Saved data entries
-- Opening Marker --

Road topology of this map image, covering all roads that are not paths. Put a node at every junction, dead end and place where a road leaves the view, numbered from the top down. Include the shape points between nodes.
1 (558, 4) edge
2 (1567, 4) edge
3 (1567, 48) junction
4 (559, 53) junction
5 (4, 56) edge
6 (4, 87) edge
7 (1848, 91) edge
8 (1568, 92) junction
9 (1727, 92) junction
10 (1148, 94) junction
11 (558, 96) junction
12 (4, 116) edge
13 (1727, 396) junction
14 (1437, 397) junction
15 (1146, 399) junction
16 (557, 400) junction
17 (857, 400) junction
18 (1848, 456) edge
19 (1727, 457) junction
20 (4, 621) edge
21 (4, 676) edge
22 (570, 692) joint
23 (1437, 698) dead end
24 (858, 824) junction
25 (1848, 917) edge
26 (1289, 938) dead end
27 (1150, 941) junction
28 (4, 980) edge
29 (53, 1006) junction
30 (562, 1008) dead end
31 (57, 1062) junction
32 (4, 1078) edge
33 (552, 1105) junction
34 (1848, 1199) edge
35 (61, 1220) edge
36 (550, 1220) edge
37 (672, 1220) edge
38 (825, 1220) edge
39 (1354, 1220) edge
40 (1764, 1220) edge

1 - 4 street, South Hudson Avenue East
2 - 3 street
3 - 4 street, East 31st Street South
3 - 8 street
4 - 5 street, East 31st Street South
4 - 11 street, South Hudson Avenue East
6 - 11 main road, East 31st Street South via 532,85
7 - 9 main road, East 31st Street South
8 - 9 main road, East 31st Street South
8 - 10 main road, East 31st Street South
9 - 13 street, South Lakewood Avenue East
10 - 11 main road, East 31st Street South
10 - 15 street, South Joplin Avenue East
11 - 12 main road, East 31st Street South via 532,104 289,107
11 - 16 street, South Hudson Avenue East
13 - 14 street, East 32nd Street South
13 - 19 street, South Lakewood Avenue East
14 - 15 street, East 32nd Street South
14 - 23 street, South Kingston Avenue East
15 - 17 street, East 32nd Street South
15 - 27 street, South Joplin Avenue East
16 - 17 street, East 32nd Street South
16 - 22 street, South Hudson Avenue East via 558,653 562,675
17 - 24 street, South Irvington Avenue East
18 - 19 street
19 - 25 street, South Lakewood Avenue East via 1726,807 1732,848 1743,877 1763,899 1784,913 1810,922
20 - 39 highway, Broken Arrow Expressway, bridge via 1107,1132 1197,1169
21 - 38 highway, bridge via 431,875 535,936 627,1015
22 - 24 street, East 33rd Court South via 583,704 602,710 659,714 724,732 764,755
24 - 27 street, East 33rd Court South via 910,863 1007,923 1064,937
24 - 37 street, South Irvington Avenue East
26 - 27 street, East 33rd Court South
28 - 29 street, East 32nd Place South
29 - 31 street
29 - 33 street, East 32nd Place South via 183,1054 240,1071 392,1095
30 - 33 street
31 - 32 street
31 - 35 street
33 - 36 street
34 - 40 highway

-- Closing Marker --

[ACTIVITY]
Where a line of the records includes "bridge", copy it.

[EXERCISE RESULT]
20 - 39 highway, Broken Arrow Expressway, bridge via 1107,1132 1197,1169
21 - 38 highway, bridge via 431,875 535,936 627,1015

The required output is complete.